[Aim of the exercise]:
Go line by line through the data and copy those with the word "pinky".

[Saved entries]
-----

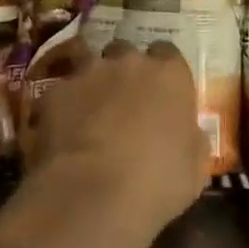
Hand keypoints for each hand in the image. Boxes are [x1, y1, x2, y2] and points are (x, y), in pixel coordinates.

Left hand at [22, 42, 205, 239]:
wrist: (92, 195)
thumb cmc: (157, 182)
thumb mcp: (195, 168)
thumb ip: (192, 139)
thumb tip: (188, 133)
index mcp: (169, 75)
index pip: (168, 53)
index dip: (163, 73)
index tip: (161, 93)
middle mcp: (129, 62)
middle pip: (126, 52)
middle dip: (125, 72)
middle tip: (125, 103)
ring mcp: (87, 73)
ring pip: (90, 65)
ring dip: (93, 83)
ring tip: (91, 114)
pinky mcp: (53, 92)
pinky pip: (62, 92)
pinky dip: (64, 107)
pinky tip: (63, 134)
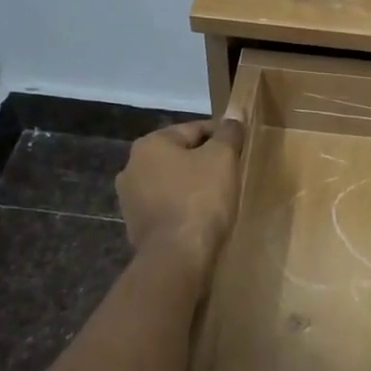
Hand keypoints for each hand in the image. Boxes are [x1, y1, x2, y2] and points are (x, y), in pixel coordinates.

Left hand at [116, 119, 245, 271]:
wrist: (177, 257)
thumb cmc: (200, 199)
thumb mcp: (222, 159)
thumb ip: (229, 133)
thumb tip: (236, 112)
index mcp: (150, 144)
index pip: (194, 129)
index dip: (222, 135)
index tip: (241, 145)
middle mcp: (132, 167)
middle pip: (180, 154)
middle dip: (205, 160)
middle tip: (233, 170)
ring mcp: (130, 199)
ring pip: (172, 181)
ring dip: (193, 184)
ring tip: (219, 195)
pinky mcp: (136, 226)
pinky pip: (166, 206)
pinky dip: (183, 206)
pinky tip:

-----

[Task solution]:
pinky mcp: (53, 92)
pinky pip: (62, 92)
pinky dip: (64, 107)
pinky tip: (63, 134)
pinky mcp: (136, 226)
pinky pip: (166, 206)
pinky dip: (183, 206)
pinky tip:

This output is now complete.